Friedrich Hölderlin is often considered one of Europe’s greatest lyricists as well as Germany’s most accomplished exponent of literary Romanticism. An important thinker in his own right, Hölderlin was close friends with several of the leading philosophers of his time, including Hegel and Schelling, whom he lived with while studying theology in Wurttemberg.
A deeply religious and compassionate man, Hölderlin sought to import the characters and themes of Hellenic literature into a familiar bucolic German setting. Greek gods and heroes traverse the arcadian climes of early 19th century Germany in his later verses. By any measurement, Hölderlin was a mystical artist par excellence. His spiralling syntax and sonata-like structures allowed him to comment compellingly on alluringly elusive themes.

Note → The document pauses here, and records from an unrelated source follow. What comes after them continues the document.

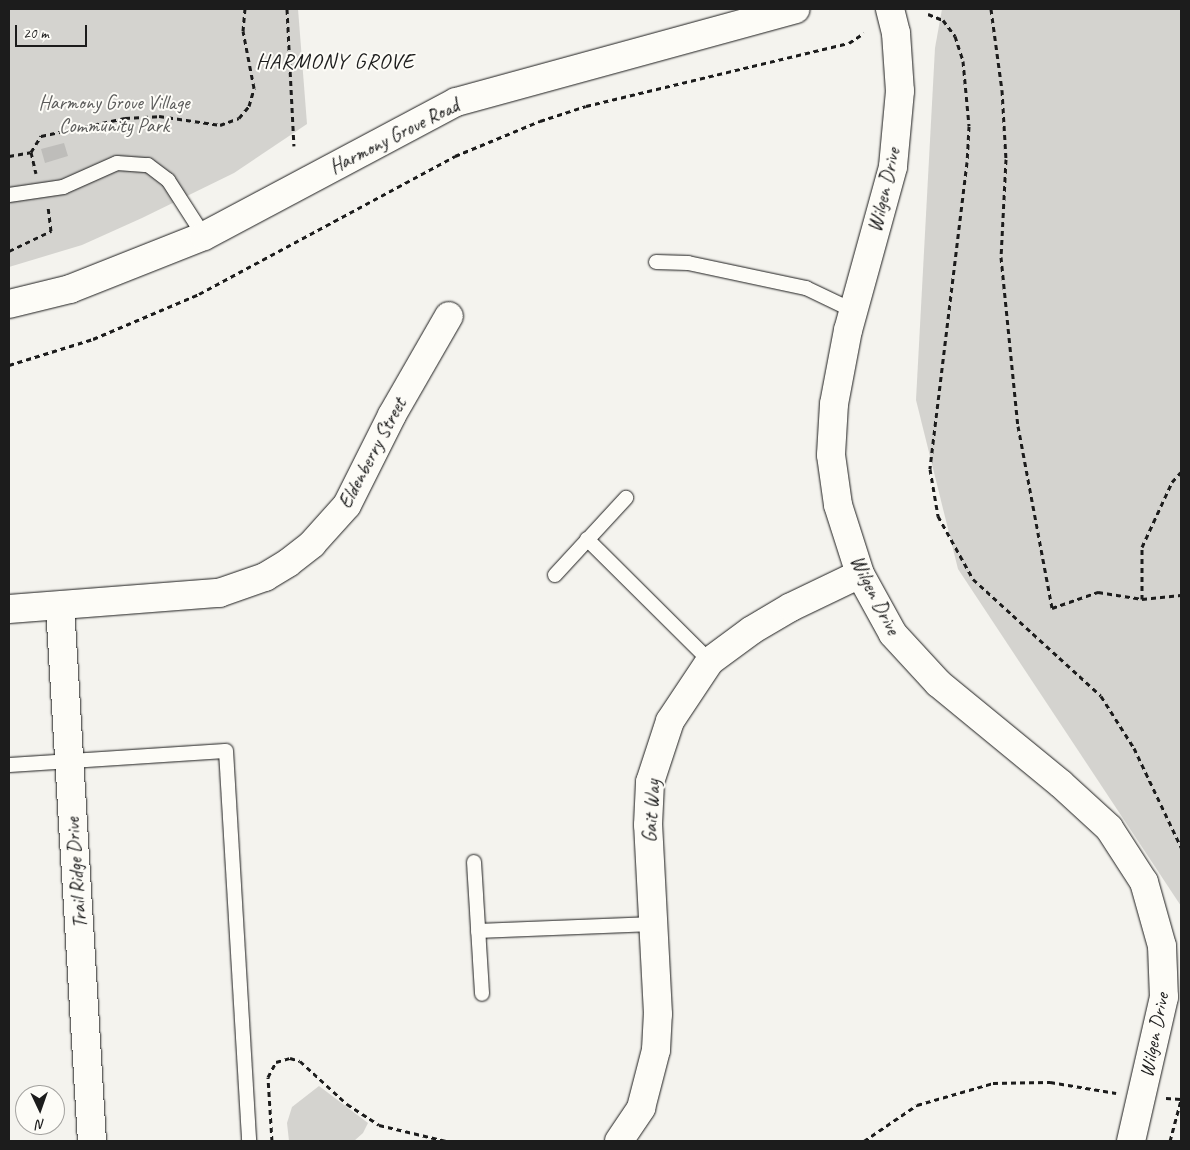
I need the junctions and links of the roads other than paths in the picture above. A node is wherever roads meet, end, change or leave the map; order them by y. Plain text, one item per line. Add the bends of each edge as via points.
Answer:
1 (795, 9) edge
2 (890, 9) edge
3 (9, 195) edge
4 (204, 236) junction
5 (656, 262) dead end
6 (9, 304) edge
7 (854, 311) junction
8 (449, 316) dead end
9 (626, 498) dead end
10 (587, 539) junction
11 (860, 574) junction
12 (555, 575) dead end
13 (60, 606) junction
14 (9, 609) edge
15 (710, 662) junction
16 (69, 761) junction
17 (9, 764) edge
18 (474, 862) dead end
19 (653, 924) junction
20 (478, 931) junction
21 (482, 994) dead end
22 (92, 1141) edge
23 (249, 1141) edge
24 (619, 1141) edge
25 (1131, 1141) edge

1 - 4 street, Harmony Grove Road via 456,102
2 - 7 street, Wilgen Drive via 896,33 900,91 893,167
3 - 4 lane via 63,187 117,163 148,165 168,180
4 - 6 street, Harmony Grove Road via 70,289
5 - 7 lane via 688,263 806,288
7 - 11 street, Wilgen Drive via 834,404 832,455 838,504
8 - 13 street, Eldenberry Street via 392,415 347,505 318,538 288,563 265,577 219,593
9 - 10 lane
10 - 12 lane
10 - 15 lane
11 - 15 street, Gait Way via 791,607 752,630
11 - 25 street, Wilgen Drive via 893,634 913,658 1109,828 1144,882 1158,925 1164,997
13 - 14 street, Eldenberry Street
13 - 16 street, Trail Ridge Drive
15 - 19 street, Gait Way via 670,721 650,782 648,825
16 - 17 lane
16 - 22 street, Trail Ridge Drive
16 - 23 lane via 226,751
18 - 20 lane
19 - 20 lane
19 - 24 street, Gait Way via 658,1014 653,1071 642,1108
20 - 21 lane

In an age when continental philosophy attempted to explain the mysterious relationship between human minds and the external world, Hölderlin strove to explore the noumenal state of nature that usually swells and stirs beyond our sensory perceptions and intellectual comprehensions.
The 20th-century philosopher Martin Heidegger said in a lecture that the modus operandi of aesthetically ambitious poets was the spiritual renovation of the earth in preparation for the return of the Gods. It is a sentiment that echoes an idea succinctly expressed in a single line from a Wallace Stevens poem, where he declares, “there was a time but never a place.” The knowledge of purity, without the experience of it, seems to have been Hölderlin’s supreme compulsion.
Plagued by madness, Hölderlin was sent to a clinic to treat his peculiarities. The failure to cure Hölderlin of his intrusive visions and eddying bouts of ecstasy and disenchantment forced his family to find a modest lodging for their insane relative.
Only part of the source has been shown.